• THE PROBLEM
Set down all of the lines below exactly as they are given.

[AVAILABLE DATA]

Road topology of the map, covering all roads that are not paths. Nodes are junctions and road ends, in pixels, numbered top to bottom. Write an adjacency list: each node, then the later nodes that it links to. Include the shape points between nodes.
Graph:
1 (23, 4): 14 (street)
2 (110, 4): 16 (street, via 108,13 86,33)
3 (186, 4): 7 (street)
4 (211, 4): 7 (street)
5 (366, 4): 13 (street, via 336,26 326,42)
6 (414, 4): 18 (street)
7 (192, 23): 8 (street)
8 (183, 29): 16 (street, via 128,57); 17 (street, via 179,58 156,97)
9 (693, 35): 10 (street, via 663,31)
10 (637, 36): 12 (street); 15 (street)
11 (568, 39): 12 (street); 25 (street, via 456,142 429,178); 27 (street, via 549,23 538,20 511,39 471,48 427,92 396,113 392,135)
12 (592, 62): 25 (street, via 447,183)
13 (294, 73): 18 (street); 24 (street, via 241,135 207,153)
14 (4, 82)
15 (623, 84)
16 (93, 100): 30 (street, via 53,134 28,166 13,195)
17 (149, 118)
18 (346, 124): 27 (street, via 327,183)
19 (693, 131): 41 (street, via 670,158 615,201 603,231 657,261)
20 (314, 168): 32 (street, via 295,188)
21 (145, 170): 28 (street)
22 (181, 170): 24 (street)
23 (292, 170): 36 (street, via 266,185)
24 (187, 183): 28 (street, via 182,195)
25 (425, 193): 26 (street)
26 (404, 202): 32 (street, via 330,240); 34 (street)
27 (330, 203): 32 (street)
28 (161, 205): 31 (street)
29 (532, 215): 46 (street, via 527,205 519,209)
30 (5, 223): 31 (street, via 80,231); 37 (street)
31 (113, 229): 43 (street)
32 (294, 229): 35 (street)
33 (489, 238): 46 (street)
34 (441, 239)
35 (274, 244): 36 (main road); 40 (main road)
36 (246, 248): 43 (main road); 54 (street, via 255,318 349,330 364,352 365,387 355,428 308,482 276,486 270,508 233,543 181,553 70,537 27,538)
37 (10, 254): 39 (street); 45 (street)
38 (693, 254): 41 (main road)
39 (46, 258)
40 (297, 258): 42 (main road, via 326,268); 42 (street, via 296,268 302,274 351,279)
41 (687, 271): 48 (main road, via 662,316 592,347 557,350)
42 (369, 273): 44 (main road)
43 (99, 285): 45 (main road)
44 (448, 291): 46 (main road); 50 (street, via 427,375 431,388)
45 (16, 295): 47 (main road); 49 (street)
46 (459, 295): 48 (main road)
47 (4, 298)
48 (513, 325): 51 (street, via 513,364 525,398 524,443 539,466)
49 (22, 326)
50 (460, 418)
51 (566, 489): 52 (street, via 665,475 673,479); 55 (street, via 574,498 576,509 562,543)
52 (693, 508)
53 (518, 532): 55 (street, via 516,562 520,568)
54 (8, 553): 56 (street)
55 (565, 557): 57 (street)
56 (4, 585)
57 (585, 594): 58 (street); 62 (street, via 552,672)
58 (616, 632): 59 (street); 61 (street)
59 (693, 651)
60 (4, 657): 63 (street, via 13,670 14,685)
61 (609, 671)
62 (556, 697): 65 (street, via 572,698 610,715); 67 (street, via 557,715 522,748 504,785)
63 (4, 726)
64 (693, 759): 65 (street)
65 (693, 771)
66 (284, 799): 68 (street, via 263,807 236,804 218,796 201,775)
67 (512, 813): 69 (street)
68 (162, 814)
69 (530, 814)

[/AVAILABLE DATA]

• OUTPUT OF THE TASK
Road topology of the map, covering all roads that are not paths. Nodes are junctions and road ends, in pixels, numbered top to bottom. Write an adjacency list: each node, then the later nodes that it links to. Include the shape points between nodes.
Graph:
1 (23, 4): 14 (street)
2 (110, 4): 16 (street, via 108,13 86,33)
3 (186, 4): 7 (street)
4 (211, 4): 7 (street)
5 (366, 4): 13 (street, via 336,26 326,42)
6 (414, 4): 18 (street)
7 (192, 23): 8 (street)
8 (183, 29): 16 (street, via 128,57); 17 (street, via 179,58 156,97)
9 (693, 35): 10 (street, via 663,31)
10 (637, 36): 12 (street); 15 (street)
11 (568, 39): 12 (street); 25 (street, via 456,142 429,178); 27 (street, via 549,23 538,20 511,39 471,48 427,92 396,113 392,135)
12 (592, 62): 25 (street, via 447,183)
13 (294, 73): 18 (street); 24 (street, via 241,135 207,153)
14 (4, 82)
15 (623, 84)
16 (93, 100): 30 (street, via 53,134 28,166 13,195)
17 (149, 118)
18 (346, 124): 27 (street, via 327,183)
19 (693, 131): 41 (street, via 670,158 615,201 603,231 657,261)
20 (314, 168): 32 (street, via 295,188)
21 (145, 170): 28 (street)
22 (181, 170): 24 (street)
23 (292, 170): 36 (street, via 266,185)
24 (187, 183): 28 (street, via 182,195)
25 (425, 193): 26 (street)
26 (404, 202): 32 (street, via 330,240); 34 (street)
27 (330, 203): 32 (street)
28 (161, 205): 31 (street)
29 (532, 215): 46 (street, via 527,205 519,209)
30 (5, 223): 31 (street, via 80,231); 37 (street)
31 (113, 229): 43 (street)
32 (294, 229): 35 (street)
33 (489, 238): 46 (street)
34 (441, 239)
35 (274, 244): 36 (main road); 40 (main road)
36 (246, 248): 43 (main road); 54 (street, via 255,318 349,330 364,352 365,387 355,428 308,482 276,486 270,508 233,543 181,553 70,537 27,538)
37 (10, 254): 39 (street); 45 (street)
38 (693, 254): 41 (main road)
39 (46, 258)
40 (297, 258): 42 (main road, via 326,268); 42 (street, via 296,268 302,274 351,279)
41 (687, 271): 48 (main road, via 662,316 592,347 557,350)
42 (369, 273): 44 (main road)
43 (99, 285): 45 (main road)
44 (448, 291): 46 (main road); 50 (street, via 427,375 431,388)
45 (16, 295): 47 (main road); 49 (street)
46 (459, 295): 48 (main road)
47 (4, 298)
48 (513, 325): 51 (street, via 513,364 525,398 524,443 539,466)
49 (22, 326)
50 (460, 418)
51 (566, 489): 52 (street, via 665,475 673,479); 55 (street, via 574,498 576,509 562,543)
52 (693, 508)
53 (518, 532): 55 (street, via 516,562 520,568)
54 (8, 553): 56 (street)
55 (565, 557): 57 (street)
56 (4, 585)
57 (585, 594): 58 (street); 62 (street, via 552,672)
58 (616, 632): 59 (street); 61 (street)
59 (693, 651)
60 (4, 657): 63 (street, via 13,670 14,685)
61 (609, 671)
62 (556, 697): 65 (street, via 572,698 610,715); 67 (street, via 557,715 522,748 504,785)
63 (4, 726)
64 (693, 759): 65 (street)
65 (693, 771)
66 (284, 799): 68 (street, via 263,807 236,804 218,796 201,775)
67 (512, 813): 69 (street)
68 (162, 814)
69 (530, 814)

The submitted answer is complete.